III. God’s elect are always the objects of his special love and tender care (vv. 22-24).


            I told you last week that the world is but scaffold to the building of God’s church and kingdom. The reprobate reap many of the benefits of providence. But the objects of providence are “the elect.” Those days of tribulation were shortened “for the elect’s sake.”


            Listen to me now. This will be of tremendous help to you if you can get hold of it. God’s care is for his elect.

A.     He hears their prayers.

B.     He keeps them by his Spirit.

C.    He orders all the affairs of the world for their good.

D.    He allows neither men nor devils to harm them.

E.     He sacrifices men and nations for them (Isa. 43:5-7).

F.     Be wise and make your calling and election sure.


IV. There are many antichrists in this world (vv. 24-26).

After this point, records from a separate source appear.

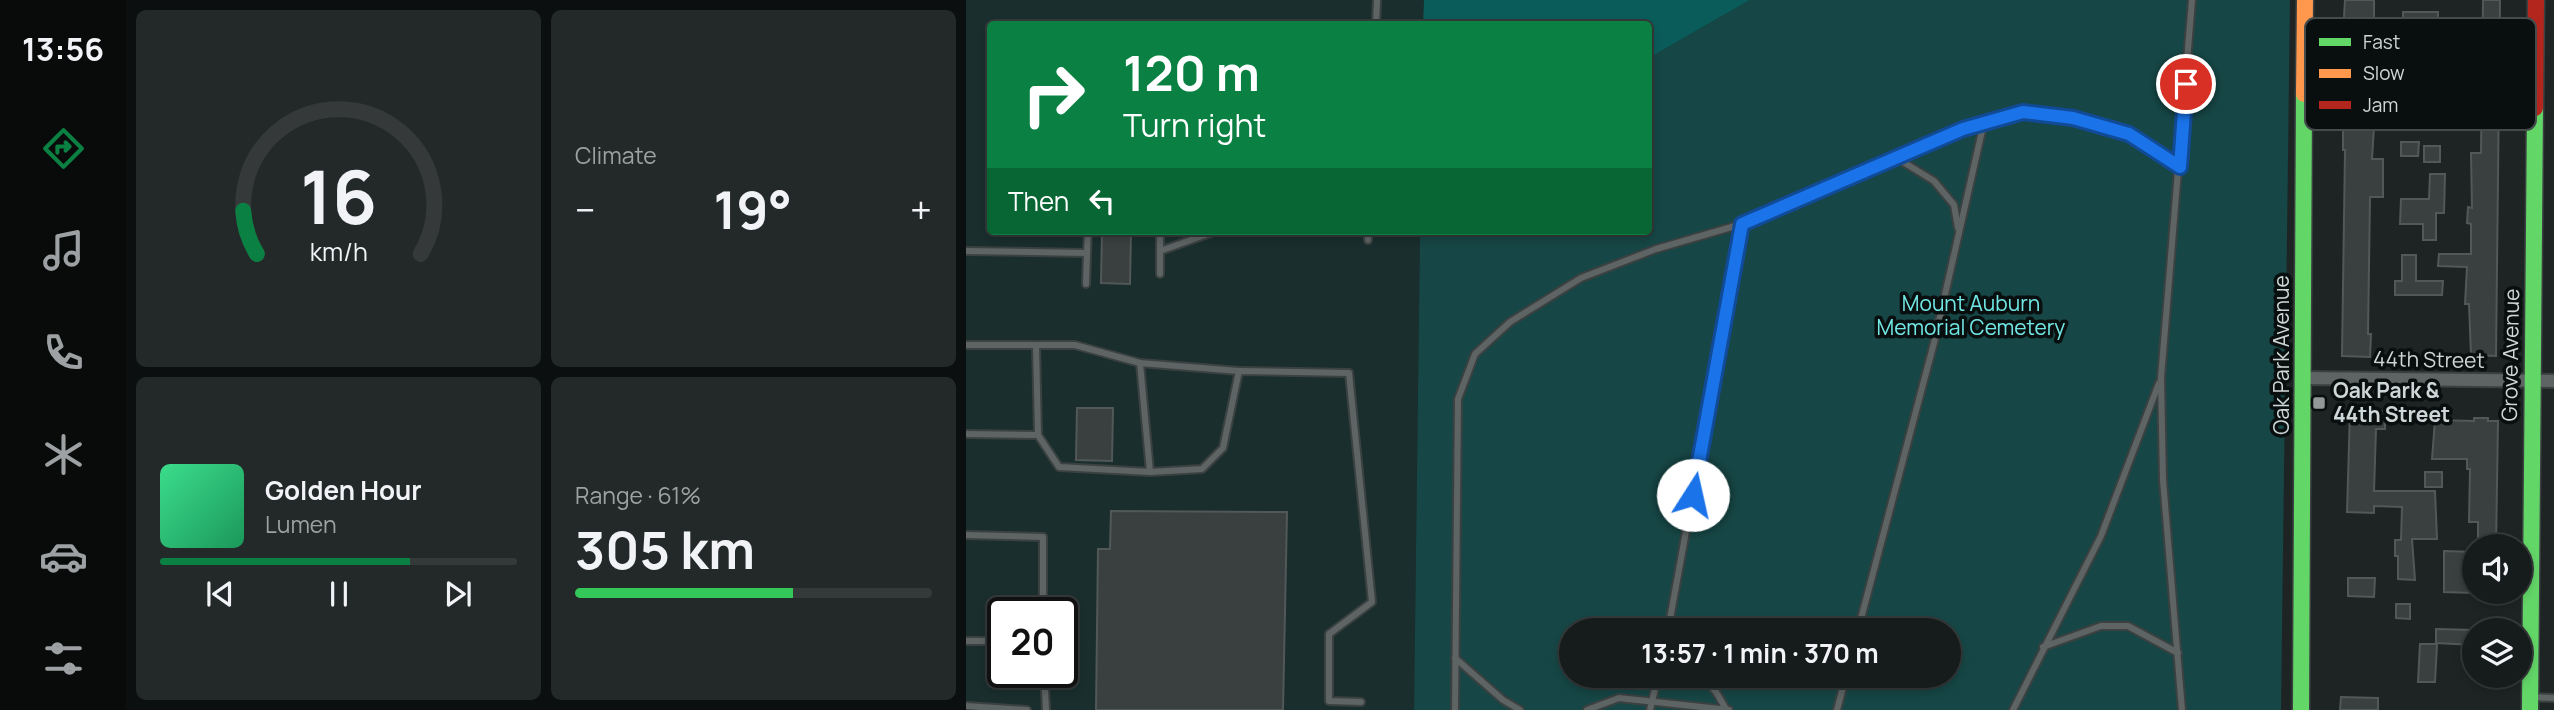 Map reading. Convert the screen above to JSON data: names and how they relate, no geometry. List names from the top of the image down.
{
  "streets": {
    "street": ["Oak Park Avenue", "Grove Avenue", "44th Street"]
  },
  "crossings": [
    ["Oak Park Avenue", "44th Street"],
    ["Grove Avenue", "44th Street"]
  ],
  "parks": ["Mount Auburn Memorial Cemetery"],
  "places": {
    "transit": ["Oak Park & 44th Street"]
  },
  "legend": ["Fast", "Slow", "Jam"],
  "page": {
    "tabs": "13:56",
    "tile": [
      "Climate",
      ["Range · 61%", "305 km"]
    ],
    "turn": ["120 m", "Turn right"],
    "then": "Then",
    "heat": ["−", "19°", "+"],
    "song": ["Golden Hour", "Lumen"],
    "limit": "20",
    "trip": "13:57 · 1 min · 370 m",
    "gauge": ["16", "km/h"]
  }
}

            Illustration: The Letter from George - “How can you say                                                         that those people are lost who do not believe                                                    in election and limited atonement?”


            That is not the issue at all. It is not what a person believes that is important, but who. Do you understand that? Be sure you do. Any religion, any doctrine, any gospel that turns you away from looking to Christ alone as your Savior is antichrist.

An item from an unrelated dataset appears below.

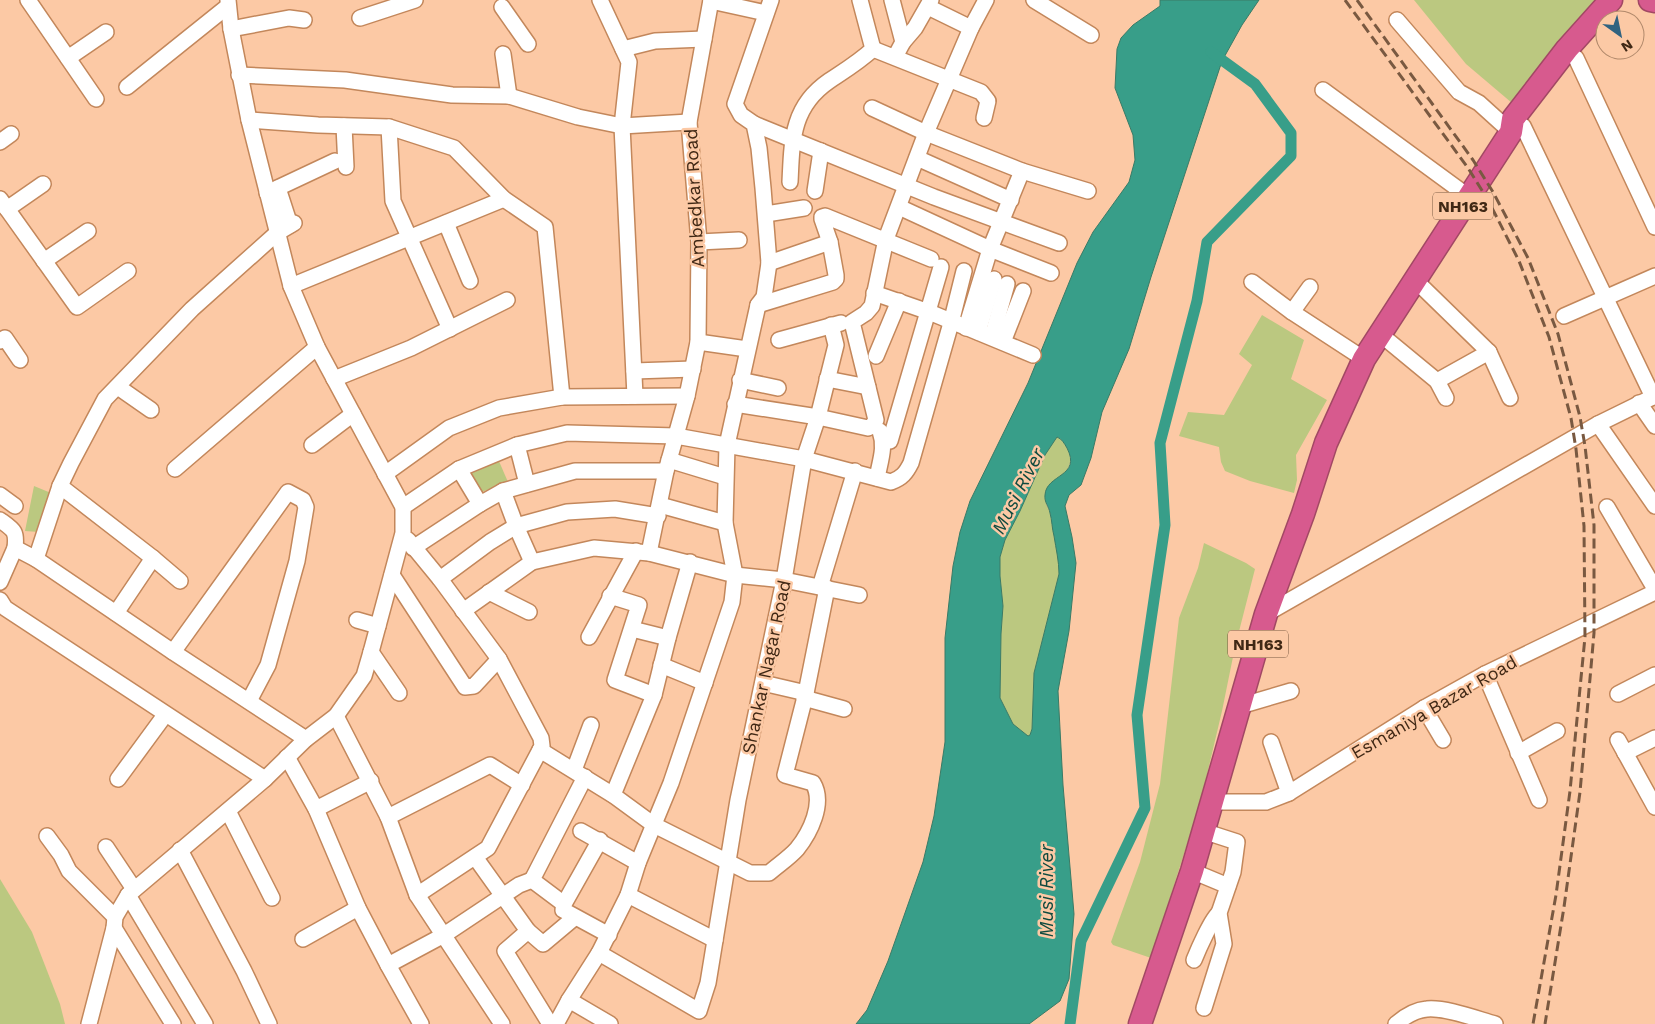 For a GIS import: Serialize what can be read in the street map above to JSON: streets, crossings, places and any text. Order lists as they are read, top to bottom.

A.     A Christ who loves but cannot save is a useless Christ, an antichrist.

B.     A Christ who redeems but does not save is a useless Christ, an antichrist.

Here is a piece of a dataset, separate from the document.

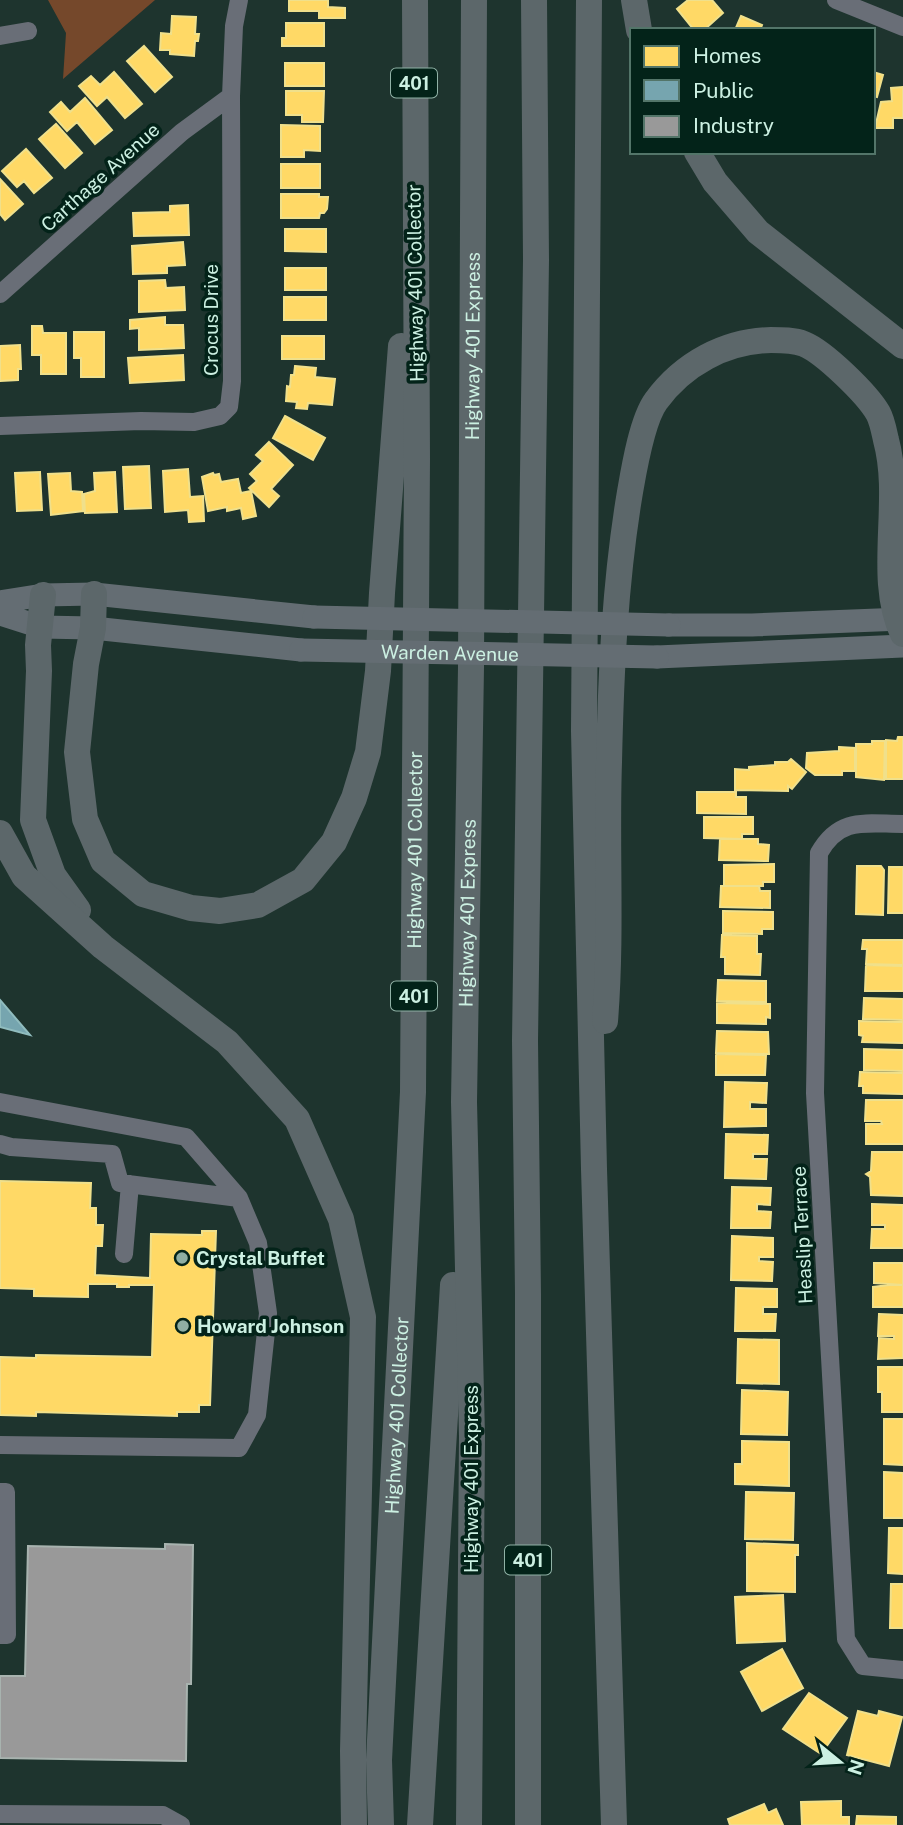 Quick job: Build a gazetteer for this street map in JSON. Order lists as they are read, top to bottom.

C.    A Christ who calls but does not convert is a useless Christ, an antichrist.

D.    A Christ whose work depends upon the will or work of the sinner to make it effectual and complete is a useless Christ, an antichrist.

E.     A Christ who wills the salvation of any who are not actually saved by his power is a useless Christ, an antichrist.

·        I John 4:1-4


V. Our Lord’s second coming will be a sudden, climatic, glorious event (v. 27).


            There is no such thing as a secret rapture. Oh, no! When our Lord appears, his coming will be as startling and sudden as a bolt of lightening. He will be seen by all men at once. His coming will terrify the wicked. But it will be the delight of the believer! Let us live every moment in the hope and expectation of his glorious advent.

·        Titus 2:14


VI. Now look at verse 28. There are two common interpretations given to this verse by sound, orthodox men. Frankly, I do not know which is strictly correct; but since both are theologically sound, I will give them both to you. Foul, unclean birds feed upon a dead carcase.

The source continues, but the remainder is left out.